Es un texto reciente. Lo escribí para el catálogo de la exposición homenaje a Pérez Aguilera que el Museo de Alcalá de Guadaíra ha organizado este otoño y que se ofrece hasta mediados del próximo mes de diciembre. Investigar y escribir sobre Pérez Aguilera es bucear en lo mejor de la pintura sevillana de la segunda mitad del siglo XX.
MIGUEL
PÉREZ AGUILERA, PINTOR DE PINTORES
Si en algo
está de acuerdo todo el mundo es en que Miguel Pérez Aguilera fue un gran
pintor. No he oído a nadie, ni entre las sucesivas hornadas de sus alumnos ni
en el gremio de sus colegas (no siempre bien dispuesto para la alabanza) ni
tampoco entre los profesionales de la crítica de arte, que disintiera
significativamente de este común acuerdo. A lo largo de mis muchos años ya en
Sevilla he pulsado múltiples opiniones y he procurado leer todo cuanto en mis
manos ha caído sobre el pintor y siempre me ha sorprendido la unanimidad de
criterio en ese sentido. Así, la capacidad para la pintura, su entrega a ella y
el profundo conocimiento de sus códigos son méritos que nadie le discute a
Miguel Pérez Aguilera.
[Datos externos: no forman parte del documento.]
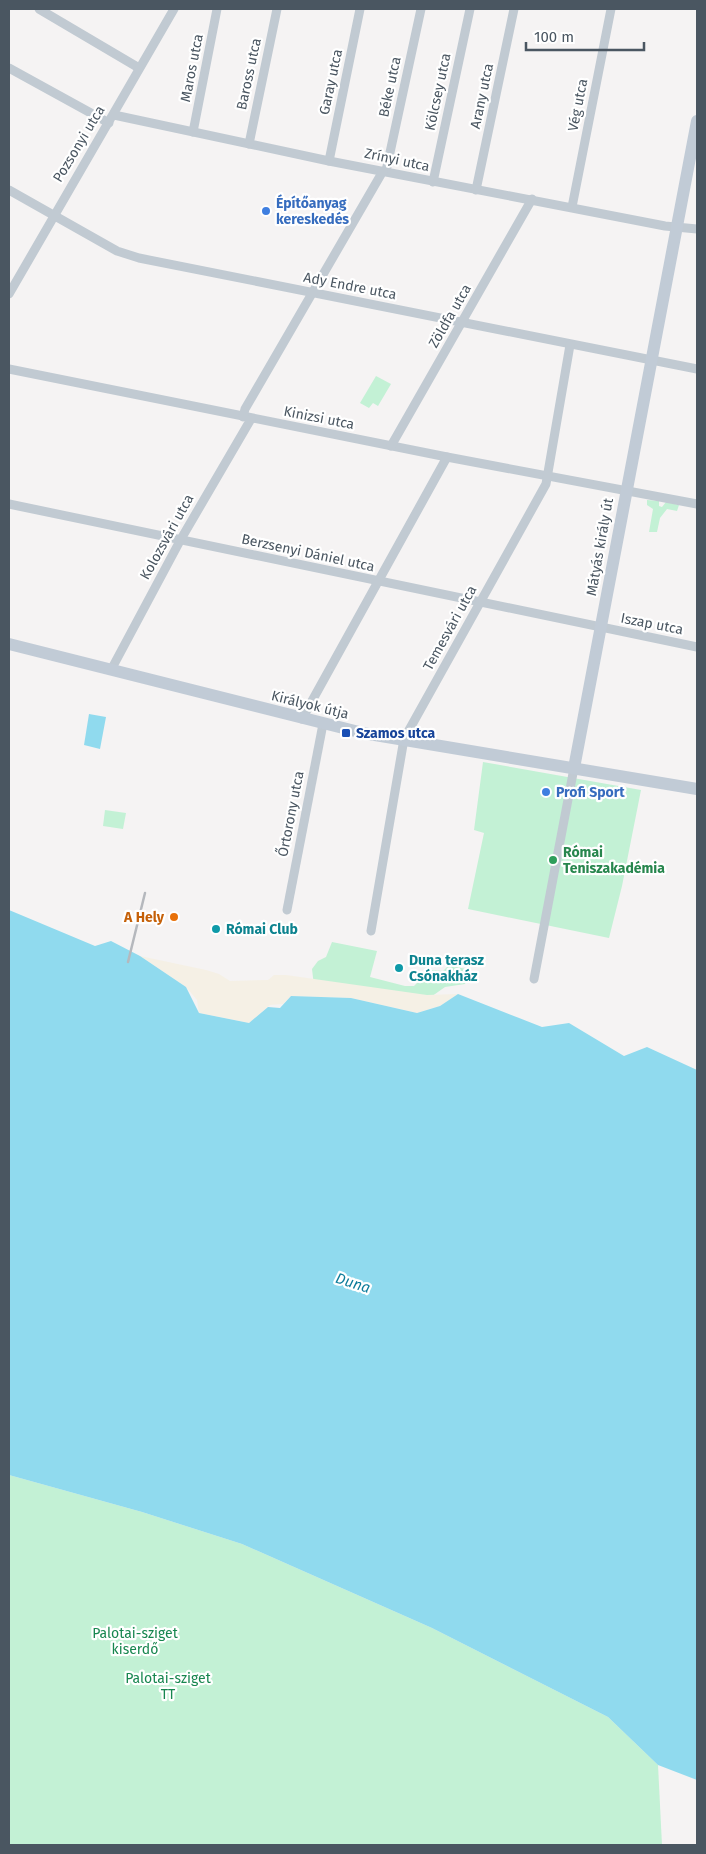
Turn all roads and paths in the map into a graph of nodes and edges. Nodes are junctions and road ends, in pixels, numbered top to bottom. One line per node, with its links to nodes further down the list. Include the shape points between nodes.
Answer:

Si a esto añadimos su faceta como profesor y maestro de
pintores - providencial fue su presencia para muchos de ellos- la dimensión del
personaje cobra proporciones extraordinarias, poco acostumbradas por estos
lares. Entonces, ¿por qué su figura, su magnitud y su huella como artista no
han encontrado aún –no sólo en la ciudad sino en el conjunto de la pintura andaluza
contemporánea- su merecido lugar?
Es ya un
estribillo cascado reiterar sus encrespadas relaciones con la élite artística
que siempre ha regido las instituciones de la ciudad –especialmente la Academia
y la Escuela de Bellas Artes- a las que criticó sin medias tintas hasta el
final[1] o hablar
de la falta de generosidad y exceso de sectarismo del poder político que le
negó reiteradamente la Medalla de Andalucía [2], por no
mencionar la incomprensión generalizada de su viraje a la abstracción por buena
parte de sus propios colegas.
Puede
decirse que Pérez Aguilera se hizo a sí mismo como pintor y como maestro de
pintores de Sevilla a pesar de Sevilla. A la ciudad llegó en 1946 como flamante
catedrático de dibujo con el prometedor bagaje de su formación madrileña en la
Escuela Superior de Bellas Artes de San Fernando y un incipiente currículum que
lo situaba en el ámbito de la “Joven Escuela Madrileña”, tan vinculada a la
galería Buchholz, entre cuyos miembros destacaban un Pablo Palazuelo, un José
Guerrero o un Álvaro Delgado todavía practicantes de una figuración de un
cromatismo lindante con lo arbitrario y subyugada por la plural herencia de la École de Paris.
Llegó con
una técnica y una práctica que a sus treinta años ya tenía convenientemente
interiorizadas a través de sus principales maestros y referencias de aquel
entonces: Vázquez Díaz y Benjamín Palencia. Del primero aprendió a componer de
forma analítica y con un rigor claramente postcubista mientras que del segundo
le atrajo el uso exaltado del color (de raíz fauvista) tan alejado de los
betunes de la pintura académica dominante. Con esos pertrechos como equipaje y
con su insobornable y constante compromiso con el ejercicio de la pintura y el
dibujo –y su correspondiente enseñanza- el encontronazo con una Sevilla
lastrada por el doble peso de lo clerical y lo cuartelero iba a ser inevitable.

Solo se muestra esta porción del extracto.